Biographical indexes and dictionaries
An index is a detailed alphabetical guide to names, places or topics, with a reference to where the information can be found. Indexes don’t contain actual information, though they might include a summary.
A biographical index is a list of people’s names and the location (e.g. page numbers and library catalogue numbers) of the information about them.
There are a number of useful biographical indexes of Aboriginal people:
- Aboriginal and Torres Strait Islander Biographical Index – AIATSIS
- INFOKOORI Australian Indigenous Index – State Library of New South Wales
- Bringing Them Home Index – National Archives of Australia
- Indigenous indexes – Queensland State Archives
- Index to the Chief Protector of Aborigines files 1898–1908 – State Records Office of WA
Biographical dictionaries are alphabetically indexed lists of people containing information about their lives.

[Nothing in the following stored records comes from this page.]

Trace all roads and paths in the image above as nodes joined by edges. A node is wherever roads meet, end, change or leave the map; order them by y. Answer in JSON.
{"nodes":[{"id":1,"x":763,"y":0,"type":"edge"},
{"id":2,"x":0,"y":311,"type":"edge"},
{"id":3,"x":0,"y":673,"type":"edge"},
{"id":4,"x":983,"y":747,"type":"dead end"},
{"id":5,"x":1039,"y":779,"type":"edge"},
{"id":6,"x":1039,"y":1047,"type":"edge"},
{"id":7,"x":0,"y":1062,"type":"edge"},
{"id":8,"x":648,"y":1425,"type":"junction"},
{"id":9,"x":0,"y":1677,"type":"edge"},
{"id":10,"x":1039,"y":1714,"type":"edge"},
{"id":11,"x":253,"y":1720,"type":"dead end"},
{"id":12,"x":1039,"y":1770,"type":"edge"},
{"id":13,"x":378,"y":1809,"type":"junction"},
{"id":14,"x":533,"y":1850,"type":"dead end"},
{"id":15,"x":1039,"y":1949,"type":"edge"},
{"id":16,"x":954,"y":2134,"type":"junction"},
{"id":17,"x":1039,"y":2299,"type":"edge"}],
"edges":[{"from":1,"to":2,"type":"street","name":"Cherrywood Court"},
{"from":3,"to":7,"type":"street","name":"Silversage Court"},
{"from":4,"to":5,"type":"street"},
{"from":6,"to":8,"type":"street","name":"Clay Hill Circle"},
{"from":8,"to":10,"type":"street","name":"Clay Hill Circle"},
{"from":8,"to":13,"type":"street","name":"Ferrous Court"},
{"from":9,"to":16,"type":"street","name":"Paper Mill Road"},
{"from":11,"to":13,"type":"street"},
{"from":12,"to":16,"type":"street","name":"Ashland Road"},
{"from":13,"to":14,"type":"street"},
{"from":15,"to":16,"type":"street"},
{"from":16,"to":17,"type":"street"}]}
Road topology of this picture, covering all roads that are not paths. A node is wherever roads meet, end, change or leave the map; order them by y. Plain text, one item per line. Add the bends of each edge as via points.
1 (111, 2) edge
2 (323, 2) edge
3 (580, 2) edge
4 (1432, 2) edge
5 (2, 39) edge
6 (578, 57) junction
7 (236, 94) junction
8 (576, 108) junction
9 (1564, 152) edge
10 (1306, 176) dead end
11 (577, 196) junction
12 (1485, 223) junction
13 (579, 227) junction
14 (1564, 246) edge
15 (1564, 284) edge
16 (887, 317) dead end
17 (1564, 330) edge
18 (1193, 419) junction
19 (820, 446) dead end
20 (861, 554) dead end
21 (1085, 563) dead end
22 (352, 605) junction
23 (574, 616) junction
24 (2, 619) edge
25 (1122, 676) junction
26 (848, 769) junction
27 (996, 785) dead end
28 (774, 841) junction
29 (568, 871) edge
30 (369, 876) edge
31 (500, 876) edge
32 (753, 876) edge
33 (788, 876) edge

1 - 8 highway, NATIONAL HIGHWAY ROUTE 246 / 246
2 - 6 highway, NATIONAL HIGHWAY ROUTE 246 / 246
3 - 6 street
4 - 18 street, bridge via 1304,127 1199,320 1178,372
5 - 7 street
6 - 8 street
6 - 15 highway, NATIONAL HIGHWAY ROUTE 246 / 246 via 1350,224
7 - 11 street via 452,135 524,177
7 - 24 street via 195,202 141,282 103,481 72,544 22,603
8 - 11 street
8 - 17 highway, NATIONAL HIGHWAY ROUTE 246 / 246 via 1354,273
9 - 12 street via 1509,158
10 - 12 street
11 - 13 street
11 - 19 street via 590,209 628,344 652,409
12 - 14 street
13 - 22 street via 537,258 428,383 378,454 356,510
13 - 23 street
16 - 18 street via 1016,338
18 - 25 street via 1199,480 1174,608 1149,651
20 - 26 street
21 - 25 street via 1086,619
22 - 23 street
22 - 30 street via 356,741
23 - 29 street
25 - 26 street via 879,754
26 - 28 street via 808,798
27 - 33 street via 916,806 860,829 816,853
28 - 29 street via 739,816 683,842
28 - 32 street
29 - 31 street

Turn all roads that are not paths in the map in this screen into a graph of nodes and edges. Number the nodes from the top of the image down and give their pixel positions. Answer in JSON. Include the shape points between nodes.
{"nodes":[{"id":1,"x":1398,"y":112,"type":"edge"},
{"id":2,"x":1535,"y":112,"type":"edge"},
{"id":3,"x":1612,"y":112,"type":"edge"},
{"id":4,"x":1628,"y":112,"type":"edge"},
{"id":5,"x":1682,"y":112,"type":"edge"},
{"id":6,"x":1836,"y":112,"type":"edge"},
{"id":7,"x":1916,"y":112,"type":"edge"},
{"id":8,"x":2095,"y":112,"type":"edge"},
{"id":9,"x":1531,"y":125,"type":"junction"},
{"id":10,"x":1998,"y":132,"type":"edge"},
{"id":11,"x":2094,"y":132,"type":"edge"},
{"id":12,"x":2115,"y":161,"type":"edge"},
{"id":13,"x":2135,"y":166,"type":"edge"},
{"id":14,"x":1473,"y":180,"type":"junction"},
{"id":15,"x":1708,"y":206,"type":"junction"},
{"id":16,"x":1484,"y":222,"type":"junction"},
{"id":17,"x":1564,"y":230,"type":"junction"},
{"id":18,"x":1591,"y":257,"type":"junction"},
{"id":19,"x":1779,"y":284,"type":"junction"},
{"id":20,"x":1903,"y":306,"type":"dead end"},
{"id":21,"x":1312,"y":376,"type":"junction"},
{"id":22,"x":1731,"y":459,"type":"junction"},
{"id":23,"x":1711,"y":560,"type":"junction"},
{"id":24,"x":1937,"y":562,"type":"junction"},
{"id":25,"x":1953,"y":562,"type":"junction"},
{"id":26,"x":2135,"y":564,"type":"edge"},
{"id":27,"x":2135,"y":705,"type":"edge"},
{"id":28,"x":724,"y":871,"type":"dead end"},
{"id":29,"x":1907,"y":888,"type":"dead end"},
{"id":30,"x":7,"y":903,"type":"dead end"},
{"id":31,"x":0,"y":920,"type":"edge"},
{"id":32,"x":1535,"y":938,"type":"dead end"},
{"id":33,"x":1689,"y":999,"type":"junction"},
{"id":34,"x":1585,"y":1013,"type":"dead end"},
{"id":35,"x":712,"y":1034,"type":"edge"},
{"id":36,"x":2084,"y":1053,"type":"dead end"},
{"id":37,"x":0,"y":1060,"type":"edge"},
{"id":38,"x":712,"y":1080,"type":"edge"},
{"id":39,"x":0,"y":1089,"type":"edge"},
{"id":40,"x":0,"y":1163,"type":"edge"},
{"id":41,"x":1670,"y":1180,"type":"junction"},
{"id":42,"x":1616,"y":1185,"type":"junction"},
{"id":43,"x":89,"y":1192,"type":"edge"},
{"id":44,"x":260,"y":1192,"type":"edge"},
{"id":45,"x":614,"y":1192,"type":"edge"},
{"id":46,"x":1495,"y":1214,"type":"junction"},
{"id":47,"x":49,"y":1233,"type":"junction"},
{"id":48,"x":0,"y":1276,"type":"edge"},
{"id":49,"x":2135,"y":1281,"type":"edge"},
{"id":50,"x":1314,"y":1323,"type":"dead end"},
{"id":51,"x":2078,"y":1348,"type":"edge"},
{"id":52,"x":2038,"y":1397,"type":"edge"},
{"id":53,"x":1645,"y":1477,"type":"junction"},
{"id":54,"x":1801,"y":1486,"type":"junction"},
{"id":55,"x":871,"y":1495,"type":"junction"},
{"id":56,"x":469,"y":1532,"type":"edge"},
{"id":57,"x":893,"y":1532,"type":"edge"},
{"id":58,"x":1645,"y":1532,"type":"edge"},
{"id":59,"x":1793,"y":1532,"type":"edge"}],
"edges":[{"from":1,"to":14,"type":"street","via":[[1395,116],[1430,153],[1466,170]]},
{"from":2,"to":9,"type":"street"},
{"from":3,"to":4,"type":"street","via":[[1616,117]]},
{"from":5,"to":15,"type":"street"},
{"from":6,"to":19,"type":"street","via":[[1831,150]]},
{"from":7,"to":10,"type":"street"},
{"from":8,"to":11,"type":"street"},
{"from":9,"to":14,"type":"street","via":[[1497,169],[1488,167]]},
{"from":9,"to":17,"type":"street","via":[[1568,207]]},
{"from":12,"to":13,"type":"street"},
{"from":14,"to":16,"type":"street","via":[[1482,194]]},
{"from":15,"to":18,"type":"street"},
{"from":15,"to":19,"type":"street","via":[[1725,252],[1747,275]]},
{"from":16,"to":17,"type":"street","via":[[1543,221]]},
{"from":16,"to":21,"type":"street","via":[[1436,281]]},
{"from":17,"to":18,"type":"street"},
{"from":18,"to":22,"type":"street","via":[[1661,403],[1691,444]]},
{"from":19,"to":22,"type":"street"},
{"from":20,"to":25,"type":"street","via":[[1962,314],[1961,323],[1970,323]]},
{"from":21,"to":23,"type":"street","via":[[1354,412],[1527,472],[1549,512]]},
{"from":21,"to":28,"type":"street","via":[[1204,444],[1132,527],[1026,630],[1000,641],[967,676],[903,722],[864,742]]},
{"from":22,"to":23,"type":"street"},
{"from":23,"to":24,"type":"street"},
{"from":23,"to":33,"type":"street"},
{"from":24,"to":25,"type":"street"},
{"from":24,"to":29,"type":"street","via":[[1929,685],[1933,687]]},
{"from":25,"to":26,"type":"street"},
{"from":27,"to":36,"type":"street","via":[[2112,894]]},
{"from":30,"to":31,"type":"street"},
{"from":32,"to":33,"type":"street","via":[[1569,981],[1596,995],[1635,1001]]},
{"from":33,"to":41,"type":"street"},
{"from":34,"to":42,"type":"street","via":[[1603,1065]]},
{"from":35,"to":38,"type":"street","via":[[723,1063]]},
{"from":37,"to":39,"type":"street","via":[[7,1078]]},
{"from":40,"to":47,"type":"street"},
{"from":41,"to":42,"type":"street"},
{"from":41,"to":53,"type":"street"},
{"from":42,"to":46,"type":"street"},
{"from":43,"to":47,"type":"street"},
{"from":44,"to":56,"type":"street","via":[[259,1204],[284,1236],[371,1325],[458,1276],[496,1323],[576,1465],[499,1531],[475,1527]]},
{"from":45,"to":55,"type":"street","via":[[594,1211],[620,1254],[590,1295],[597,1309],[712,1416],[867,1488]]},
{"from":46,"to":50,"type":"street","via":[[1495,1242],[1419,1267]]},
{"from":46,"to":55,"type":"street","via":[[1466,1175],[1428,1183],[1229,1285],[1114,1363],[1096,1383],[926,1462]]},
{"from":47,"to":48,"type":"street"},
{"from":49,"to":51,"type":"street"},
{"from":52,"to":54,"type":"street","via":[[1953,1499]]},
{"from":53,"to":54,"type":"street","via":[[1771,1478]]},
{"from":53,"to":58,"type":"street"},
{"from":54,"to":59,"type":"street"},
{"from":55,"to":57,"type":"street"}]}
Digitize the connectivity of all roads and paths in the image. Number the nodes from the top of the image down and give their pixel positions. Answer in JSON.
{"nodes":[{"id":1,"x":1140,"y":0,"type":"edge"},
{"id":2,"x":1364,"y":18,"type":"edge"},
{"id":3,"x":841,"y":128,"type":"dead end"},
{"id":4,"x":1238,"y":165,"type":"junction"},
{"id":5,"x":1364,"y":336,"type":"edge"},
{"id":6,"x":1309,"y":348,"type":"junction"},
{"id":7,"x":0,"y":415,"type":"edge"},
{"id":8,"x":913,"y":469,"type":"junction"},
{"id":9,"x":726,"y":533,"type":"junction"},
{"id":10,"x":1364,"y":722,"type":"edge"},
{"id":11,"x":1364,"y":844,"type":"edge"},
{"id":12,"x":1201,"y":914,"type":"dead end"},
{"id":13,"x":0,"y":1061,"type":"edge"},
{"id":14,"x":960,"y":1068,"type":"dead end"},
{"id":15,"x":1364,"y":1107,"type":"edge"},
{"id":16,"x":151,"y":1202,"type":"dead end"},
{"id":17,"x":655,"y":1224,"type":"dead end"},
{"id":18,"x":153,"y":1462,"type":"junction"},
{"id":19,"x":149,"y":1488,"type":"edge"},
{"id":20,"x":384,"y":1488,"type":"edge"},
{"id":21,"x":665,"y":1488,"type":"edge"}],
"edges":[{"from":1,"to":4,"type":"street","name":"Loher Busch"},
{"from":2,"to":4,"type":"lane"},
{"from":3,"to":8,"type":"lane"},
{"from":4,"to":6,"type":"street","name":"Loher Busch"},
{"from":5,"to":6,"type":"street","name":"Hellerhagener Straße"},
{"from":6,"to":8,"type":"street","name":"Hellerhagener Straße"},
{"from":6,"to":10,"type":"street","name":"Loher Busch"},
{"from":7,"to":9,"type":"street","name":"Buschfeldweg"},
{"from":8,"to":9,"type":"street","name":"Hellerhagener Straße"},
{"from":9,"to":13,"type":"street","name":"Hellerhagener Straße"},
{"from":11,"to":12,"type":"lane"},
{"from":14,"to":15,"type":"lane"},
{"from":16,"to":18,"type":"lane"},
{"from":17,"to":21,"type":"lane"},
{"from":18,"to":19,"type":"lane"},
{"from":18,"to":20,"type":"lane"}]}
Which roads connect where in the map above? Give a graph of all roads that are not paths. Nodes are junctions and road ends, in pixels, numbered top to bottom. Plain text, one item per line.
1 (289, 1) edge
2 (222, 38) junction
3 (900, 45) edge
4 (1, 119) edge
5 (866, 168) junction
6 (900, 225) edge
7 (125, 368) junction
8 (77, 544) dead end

For example, the Dictionaries of Western Australians was a major project that includes four volumes about Aboriginal people. Names were taken from the records of the Colonial Secretary’s Office, private journals, newspapers and published journals. For example, the names and details of Aboriginal people imprisoned on Rottnest Island are listed.
You can find other biographical dictionaries through a search in Trove.
Aboriginal Australians have been counted in some censuses of the Australian population, but have been deliberately excluded from others. Section 127 of the Constitution Act 1900 stated that ‘Aboriginal natives shall not be counted’, but exclusion also occurred in earlier censuses.
Government definitions of Aboriginality have also varied over time, meaning an Aboriginal person of mixed ancestry might have been counted in one census and excluded from another census.
Some census records therefore include information about Aboriginal people. In New South Wales, for example, the 1891 and 1901 Census collectors books list the names of householders and the number of Aboriginal people living in each household.
Local history collections in public libraries and local museums
Many local public libraries in suburbs and towns collect books, photographs, maps, letters and newspapers about their local area – a local history collection. Many towns also have small local museums. These collections can be useful to Aboriginal researchers because they might have records of local properties listing Aboriginal stock workers, local newspapers, family diaries and photographs.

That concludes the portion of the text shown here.